Gnaphalium is a genus of flowering plants in the family Asteraceae, commonly called cudweeds or (formerly) chafeweeds. They are widespread and common in temperate regions, although some are found on tropical mountains or in the subtropical regions of the world.

==Species==
As of April 2023, Plants of the World Online accepted the following species:

- Gnaphalium austroafricanum Hilliard
- Gnaphalium capense Hilliard
- Gnaphalium chiliastrum (Mattf.) P.Royen
- Gnaphalium chimborazense Hieron.
- Gnaphalium clemensiae Mattf.
- Gnaphalium confine Harv.
- Gnaphalium declinatum L.f.
- Gnaphalium demidium (O.Hoffm.) Hilliard & B.L.Burtt
- Gnaphalium diamantinense Paul G.Wilson
- Gnaphalium diminutivum Phil.
- Gnaphalium englerianum (O.Hoffm.) Hilliard & B.L.Burtt
- Gnaphalium exilifolium A.Nelson
- Gnaphalium filagopsis Hilliard & B.L.Burtt
- Gnaphalium flavocephalum G.L.Nesom
- Gnaphalium genevoisi Emb.
- Gnaphalium gnaphalodes (DC.) Hilliard & B.L.Burtt
- Gnaphalium griquense Hilliard & B.L.Burtt
- Gnaphalium heleios P.Royen
- Gnaphalium indutum Hook.f.
- Gnaphalium limicola Hilliard
- Gnaphalium lycopodium Pers.
- Gnaphalium maclovianum Gand.
- Gnaphalium magellanicum Sch.Bip.
- Gnaphalium nelsonii Burtt Davy
- Gnaphalium palustre Nutt.
- Gnaphalium pauciflorum DC.
- Gnaphalium peguense R.Kr.Singh
- Gnaphalium phaeolepis Phil.
- Gnaphalium pilulare Wahlenb.
- Gnaphalium polycaulon Pers.
- Gnaphalium pseudohelichrysum Reiche
- Gnaphalium puberulum DC.
- Gnaphalium rossicum Kirp.
- Gnaphalium rosulatum S.Moore
- Gnaphalium sepositum Benoist
- Gnaphalium simii (Bolus) Hilliard & B.L.Burtt
- Gnaphalium stewartii C.B.Clarke ex Hook.f.
- Gnaphalium uliginosum L.
- Gnaphalium unionis Sch.Bip. ex Hochst.

===Some former species===
- Gnaphalium dysodes → Pseudognaphalium dysodes
- Gnaphalium ecuadorense → Pseudognaphalium cheiranthifolium
- Gnaphalium norvegicum → Omalotheca norvegica
- Gnaphalium sylvaticum → Omalotheca sylvatica

==Formerly included==
Numerous species have at one time been included in Gnaphalium, but are now considered to belong to other genera: Achyrocline, Aliella, Ammobium, Anaphalioides, Anaphalis, Anaxeton, Antennaria, Argyrotegium, Belloa, Berroa, Blumea, Castroviejoa, Chevreulia, Chionolaena, Chrysocephalum, Dolichothrix, Edmondia, Euchiton, Ewartia, Facelis, Filago, Galeomma, Gamochaeta, Gnomophalium, Helichrysum, Ifloga, Laphangium, Lasiopogon, Leontonyx, Leontopodium, Leucogenes, Logfia, Lucilia, Luciliocline, Metalasia, Micropsis, Neojeffreya, Novenia, Ozothamnus, Pentzia, Petalacte, Phagnalon, Pilosella, Plecostachys, Pseudognaphalium, Pterocaulon, Rhodanthe, Raoulia, Schizogyne, Staehelina, Stuckertiella, Syncarpha, Troglophyton, Vellereophyton, Xerochrysum

== Secondary metabolites ==
Gnaphalium species are known to contain flavonoids and diterpenes.
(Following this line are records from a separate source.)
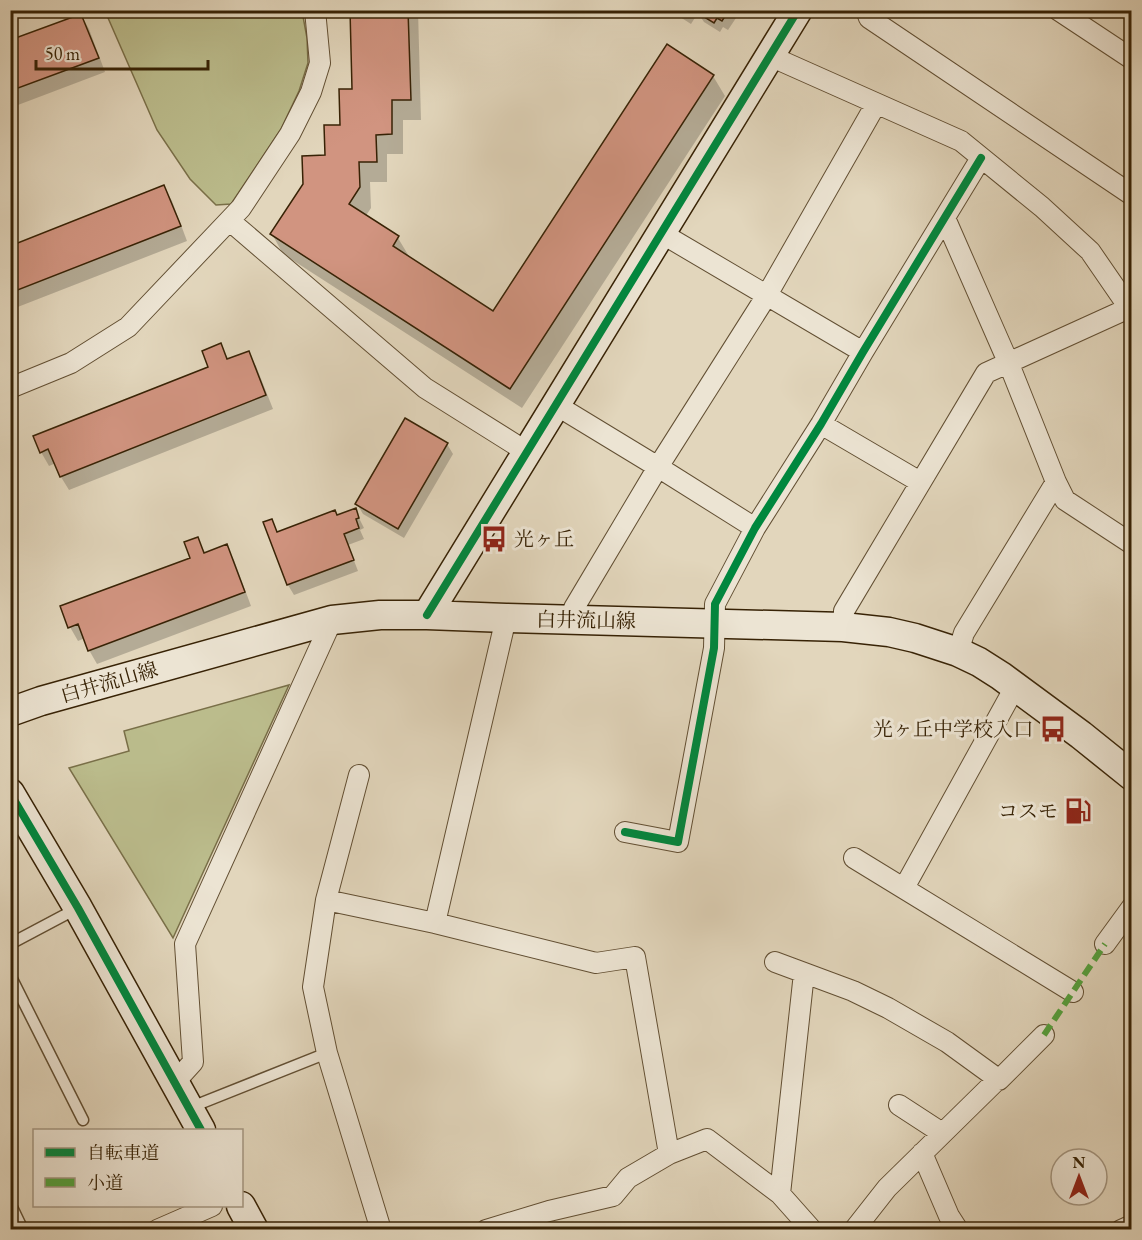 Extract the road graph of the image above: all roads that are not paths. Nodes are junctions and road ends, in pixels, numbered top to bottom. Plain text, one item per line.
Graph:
1 (315, 10) edge
2 (798, 10) edge
3 (866, 10) edge
4 (1058, 10) edge
5 (770, 56) junction
6 (1131, 59) edge
7 (876, 104) junction
8 (981, 158) junction
9 (1131, 195) edge
10 (945, 218) junction
11 (230, 221) junction
12 (661, 233) junction
13 (767, 296) junction
14 (1130, 307) edge
15 (862, 352) junction
16 (1010, 364) junction
17 (10, 388) edge
18 (556, 405) junction
19 (821, 424) junction
20 (527, 452) junction
21 (658, 467) junction
22 (920, 482) junction
23 (1056, 482) junction
24 (755, 528) junction
25 (1131, 544) edge
26 (427, 615) junction
27 (506, 618) junction
28 (332, 620) junction
29 (574, 620) junction
30 (715, 623) junction
31 (843, 627) junction
32 (958, 652) junction
33 (1015, 687) junction
34 (10, 712) edge
35 (1128, 768) edge
36 (359, 775) dead end
37 (15, 810) edge
38 (626, 832) dead end
39 (854, 858) dead end
40 (904, 888) junction
41 (326, 900) junction
42 (1131, 907) edge
43 (78, 908) junction
44 (435, 923) junction
45 (10, 944) edge
46 (1105, 944) dead end
47 (775, 962) dead end
48 (804, 973) junction
49 (10, 975) edge
50 (1073, 992) dead end
51 (1044, 1035) dead end
52 (327, 1053) junction
53 (998, 1079) junction
54 (174, 1083) junction
55 (899, 1105) dead end
56 (195, 1119) edge
57 (83, 1120) dead end
58 (942, 1133) junction
59 (922, 1153) junction
60 (669, 1154) junction
61 (780, 1194) junction
62 (10, 1203) edge
63 (210, 1207) edge
64 (242, 1207) edge
65 (1131, 1225) edge
66 (23, 1230) edge
67 (157, 1230) edge
68 (254, 1230) edge
69 (381, 1230) edge
70 (486, 1230) edge
71 (812, 1230) edge
72 (854, 1230) edge
73 (958, 1230) edge
74 (1121, 1230) edge

1 - 11 street
2 - 5 main road
3 - 9 street
4 - 6 street
5 - 7 street
5 - 12 main road
7 - 8 street
7 - 13 street
8 - 10 street
8 - 14 street
10 - 15 street
10 - 16 street
11 - 17 street
11 - 20 street
12 - 13 street
12 - 18 main road
13 - 15 street
13 - 21 street
14 - 16 street
15 - 19 street
16 - 22 street
16 - 23 street
18 - 20 main road
18 - 21 street
19 - 22 street
19 - 24 street
20 - 26 main road
21 - 24 street
21 - 29 street
22 - 31 street
23 - 25 street
23 - 32 street
24 - 30 street
26 - 27 main road, 白井流山線
26 - 28 main road, 白井流山線
27 - 29 main road, 白井流山線
27 - 44 street
28 - 34 main road, 白井流山線
28 - 54 street
29 - 30 main road, 白井流山線
30 - 31 main road, 白井流山線
30 - 38 street
31 - 32 main road, 白井流山線
32 - 33 main road, 白井流山線
33 - 35 main road, 白井流山線
33 - 40 street
36 - 41 street
37 - 43 main road
39 - 40 street
40 - 50 street
41 - 44 street
41 - 52 street
42 - 46 street
43 - 45 lane
43 - 54 main road
44 - 60 street
47 - 48 street
48 - 53 street
48 - 61 street
49 - 57 lane
51 - 53 street
52 - 56 lane
52 - 69 street
53 - 58 street
54 - 56 main road
55 - 58 street
58 - 59 street
59 - 72 street
59 - 73 street
60 - 61 street
60 - 70 street
61 - 71 street
62 - 66 lane
63 - 67 street
64 - 68 main road
65 - 74 street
Recently, two unique caffeoyl-D-glucaric acid derivatives, leontopodic acid and leontopodic acid B formerly only known from Leontopodium alpinum (L.) Cass. were detected in various species of Gnaphalium together with similar formerly unknown compounds.

==Gallery==

Gnaphalium Fruticans, known as Shrubby Everlasting: botanical print from the Curtis's Botanical Magazine, 1816.